The Blade has provided yeoman service to Ohio through its discovery and coverage of Ohio s coingate scandal and subsequent discovery of gross irregularities in the investment policy of BWC.
Coin investment, though not illegal, is generally regarded as highly risky and speculative investment, even for professional investors. To invest state money on which thousands of workers rely for relief if injured on the job, smells of a rotten investment, in terms of prudence.
Tom Noe was able to buy this investment for himself through heavy contributions to the Republican Party politicians. This is indicative of a deeper malady in our system, wherein politicians could put at risk $50 million of state money in return for campaign contributions.
This is an example of political cronyism at its worst. It can be surmised that lower level officials did not decide upon an investment of this size; responsibility probably goes all the way to the top of the administration. The Blade should persist with its investigation.
This scandal is also indicative of a corrupt political system, wherein the politicians are dependent on major contributors to finance their campaign, who in turn expect favors. This calls for an overhaul of our campaign finance laws, for the present laws are woefully inadequate in preventing similar occurrences in the future.
As long as the politicians are going to require filling their campaign coffers to fight the next election, such episodes are bound to recur.
SATISH K. SOOD
During the past few weeks, The Blade has been incessant in its vicious attack on Tom Noe. It seems to be a fairly common practice of yours, especially when it involves Republicans.
When you detest someone and decide to pummel that individual with distasteful stories, nothing seems to be sacred not even a person s dignity. If this isn t modern-day crucifixion, I don t know what is. I have never seen such journalistic bias.
I personally don t know Mr. Noe, but in my judgment no human being deserves the kind of ill treatment that you have been dishing out. Your daily hassling and badgering amounts to nothing less than what I call journalistic carnage.
Richard A. Martel
I m curious to know if the Ohio Bureau of Workers Compensation could front me $50 million to invest?
I ll promise to document each and every dollar wagered in Vegas. Who knows? The taxpayers could become a winner!
FRANK ALBERTS III
Well, the latest round of mysteries in Tom Noe s Coingate does not surprise this reader. Money sent to California to help out a bankrupt associate and the recipient avoids reporting the assets to the court, not to mention the ongoing FBI investigation of alleged illegal campaign contributions to the Bushies re-election via friends and family of Tom Noe. Coins and funds are missing from the Colorado connection. The raid on Colorado coin dealer Michael Storeim s office to recover coins in his possession.

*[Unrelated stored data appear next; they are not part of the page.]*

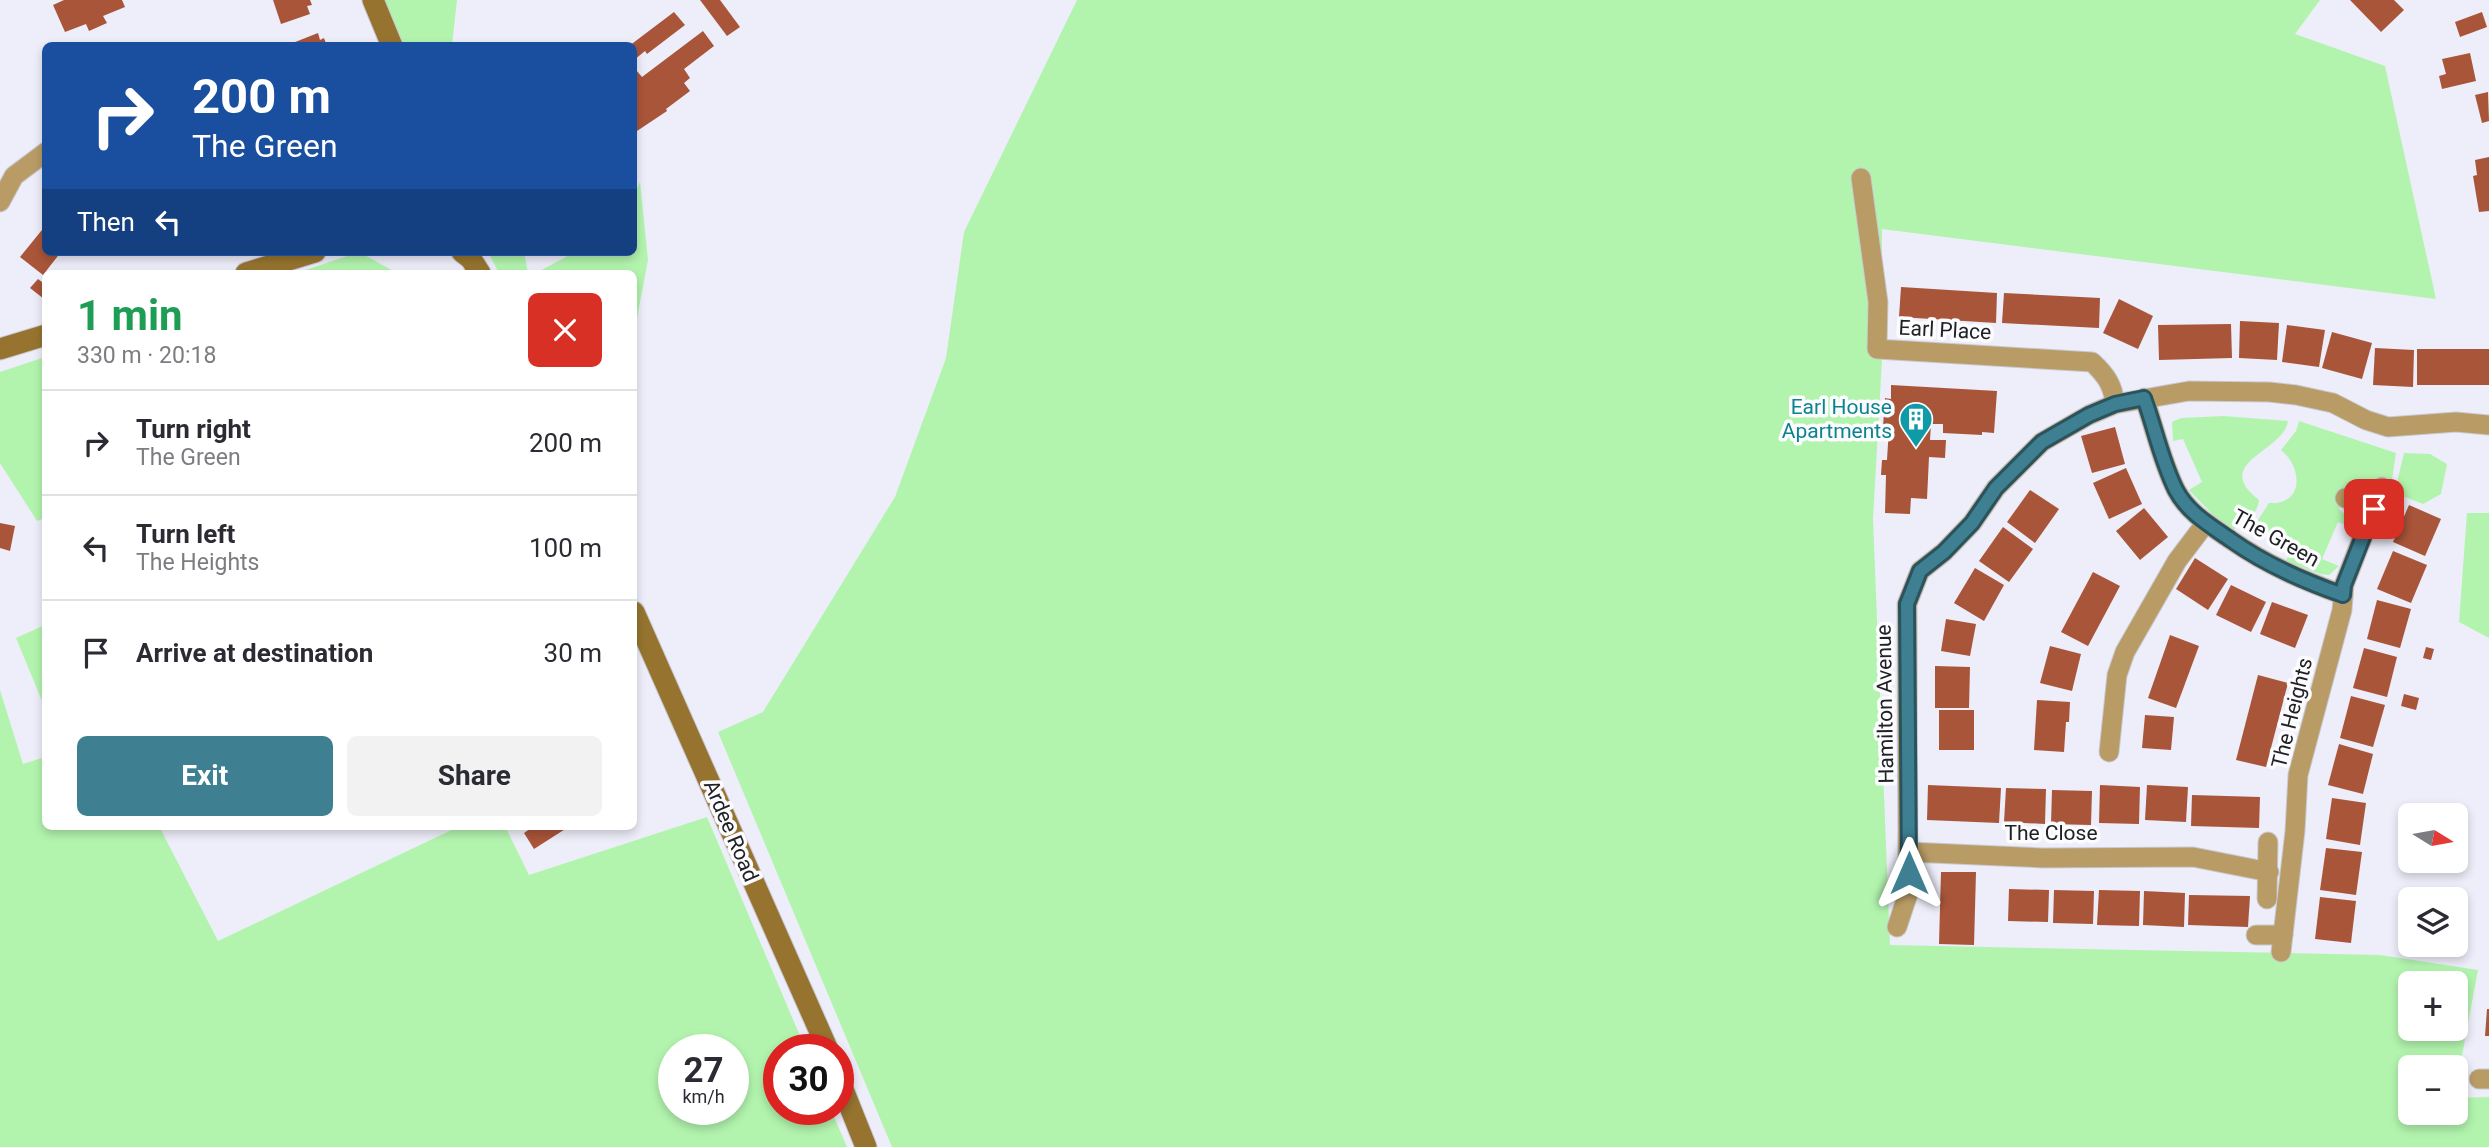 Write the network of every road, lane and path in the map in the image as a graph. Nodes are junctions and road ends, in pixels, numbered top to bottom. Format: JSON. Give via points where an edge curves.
{"nodes":[{"id":1,"x":373,"y":0,"type":"edge"},
{"id":2,"x":390,"y":42,"type":"edge"},
{"id":3,"x":42,"y":155,"type":"edge"},
{"id":4,"x":1861,"y":178,"type":"dead end"},
{"id":5,"x":0,"y":202,"type":"edge"},
{"id":6,"x":302,"y":256,"type":"edge"},
{"id":7,"x":467,"y":256,"type":"edge"},
{"id":8,"x":256,"y":270,"type":"edge"},
{"id":9,"x":478,"y":270,"type":"edge"},
{"id":10,"x":42,"y":336,"type":"edge"},
{"id":11,"x":0,"y":349,"type":"edge"},
{"id":12,"x":2144,"y":398,"type":"junction"},
{"id":13,"x":2115,"y":404,"type":"junction"},
{"id":14,"x":2489,"y":425,"type":"edge"},
{"id":15,"x":2382,"y":487,"type":"dead end"},
{"id":16,"x":2345,"y":498,"type":"dead end"},
{"id":17,"x":2374,"y":509,"type":"junction"},
{"id":18,"x":2205,"y":524,"type":"junction"},
{"id":19,"x":2343,"y":595,"type":"junction"},
{"id":20,"x":637,"y":619,"type":"edge"},
{"id":21,"x":2109,"y":752,"type":"dead end"},
{"id":22,"x":2268,"y":842,"type":"dead end"},
{"id":23,"x":1909,"y":852,"type":"junction"},
{"id":24,"x":2269,"y":872,"type":"junction"},
{"id":25,"x":2267,"y":899,"type":"dead end"},
{"id":26,"x":1896,"y":927,"type":"dead end"},
{"id":27,"x":2256,"y":935,"type":"dead end"},
{"id":28,"x":821,"y":1034,"type":"edge"},
{"id":29,"x":854,"y":1117,"type":"edge"},
{"id":30,"x":866,"y":1147,"type":"edge"}],
"edges":[{"from":1,"to":2,"type":"main road"},
{"from":3,"to":5,"type":"street","via":[[14,176]]},
{"from":4,"to":13,"type":"street","name":"Earl Place","via":[[1878,302],[1877,349],[2092,362],[2106,375]]},
{"from":6,"to":8,"type":"main road"},
{"from":7,"to":9,"type":"main road"},
{"from":10,"to":11,"type":"main road"},
{"from":12,"to":13,"type":"street","name":"Hamilton Avenue"},
{"from":12,"to":14,"type":"street","name":"Hamilton Avenue","via":[[2203,390],[2269,392],[2333,403],[2388,427],[2456,422]]},
{"from":12,"to":18,"type":"street","name":"The Green","via":[[2177,492]]},
{"from":13,"to":23,"type":"street","name":"Hamilton Avenue","via":[[2042,442],[1996,488],[1972,523],[1920,571],[1907,604]]},
{"from":15,"to":17,"type":"street","name":"The Heights"},
{"from":16,"to":17,"type":"street"},
{"from":17,"to":19,"type":"street","name":"The Heights"},
{"from":18,"to":19,"type":"street","name":"The Green","via":[[2282,572]]},
{"from":18,"to":21,"type":"street","via":[[2177,561],[2125,652],[2117,675]]},
{"from":19,"to":27,"type":"street","name":"The Heights","via":[[2298,775],[2282,944]]},
{"from":20,"to":28,"type":"main road","name":"Ardee Road"},
{"from":22,"to":24,"type":"street"},
{"from":23,"to":24,"type":"street","name":"The Close","via":[[2043,858],[2193,857]]},
{"from":23,"to":26,"type":"street","via":[[1908,894]]},
{"from":24,"to":25,"type":"street"},
{"from":29,"to":30,"type":"main road"}]}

This story has the making of a cheap novel, or a B movie from Hollywood. Not at all surprising is that the key players are Republicans.

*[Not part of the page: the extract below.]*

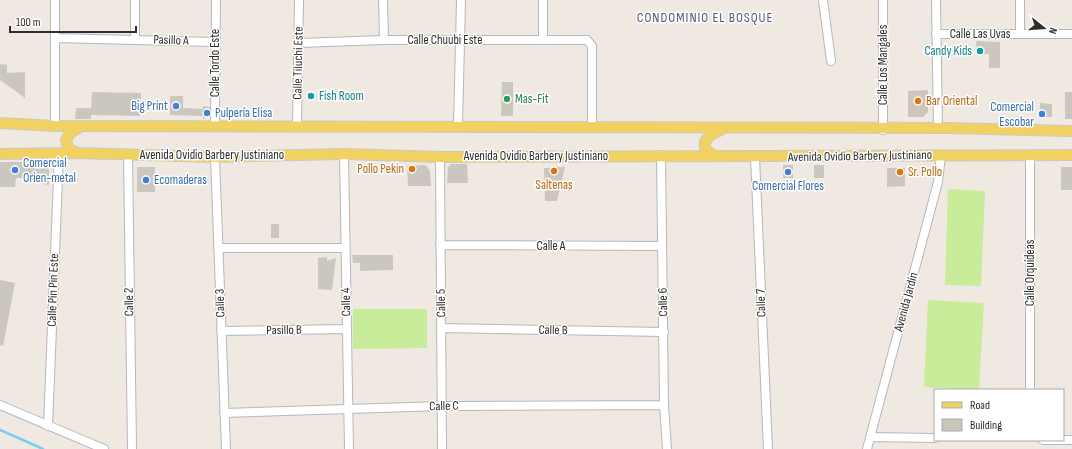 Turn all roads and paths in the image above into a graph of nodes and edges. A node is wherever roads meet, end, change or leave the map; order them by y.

What a sweetheart deal for Tom Noe. Convince the State of Ohio to loan $50 million seed money if you will of state workers compensation funds for him to invest in coins or whatever else he used the money for. Reap the profits and spread a little of those profits to Republican candidates. Help out a buddy in California, and keep a little for his opulent lifestyle. Like a troop of monkeys grooming themselves. I guess if you suck-up to the right people, you too can be wealthy. Wish I could have someone loan me a few million to invest. Should I call Tom?
I am writing because of the different forum letters praising Tom and Bernadette Noe. For all who think the story is a witch hunt, let me remind you the coins were purchased with TAXPAYER MONEY. As a taxpayer, I want to know where and how my tax money is being spent especially since Gov. Bob Taft is repeatedly saying the state is in a deficit, thanks to the reckless spending of our tax dollars in Columbus, and will need to raise taxes. Any and all transactions with taxpayer money should be able to withstand the light of day. If it was the Noes own money, no big deal, but it s not. It s taxpayer money.
With all the attention and front-page tabloid-style news devoted to Tom Noe, I was wondering if you could answer a question? Does he wear briefs or boxers? If the British press can smuggle out photos of Saddam Hussein in his Fruit of the Looms, I am sure The Blade with its Pulitzer-winning staff could muster a compromising photo or two of Mr. Noe.
When (if) the state manages to get back its speculative investment in Tom Noe's rare-coin funds, it will need to find a new venture to fill that niche in the portfolio.
I wonder if it would back my son's Pokemon card trading. He has a pretty good record to date, and I don't think he would need the whole $50 million to start. Probably $5 million or so would get him going.
How nice to see the GOP sticking together, with Lynn Olman purchasing the Noes' condo. Maybe he can pay for it with rare coins. That seems to be a hot commodity among the Republicans lately.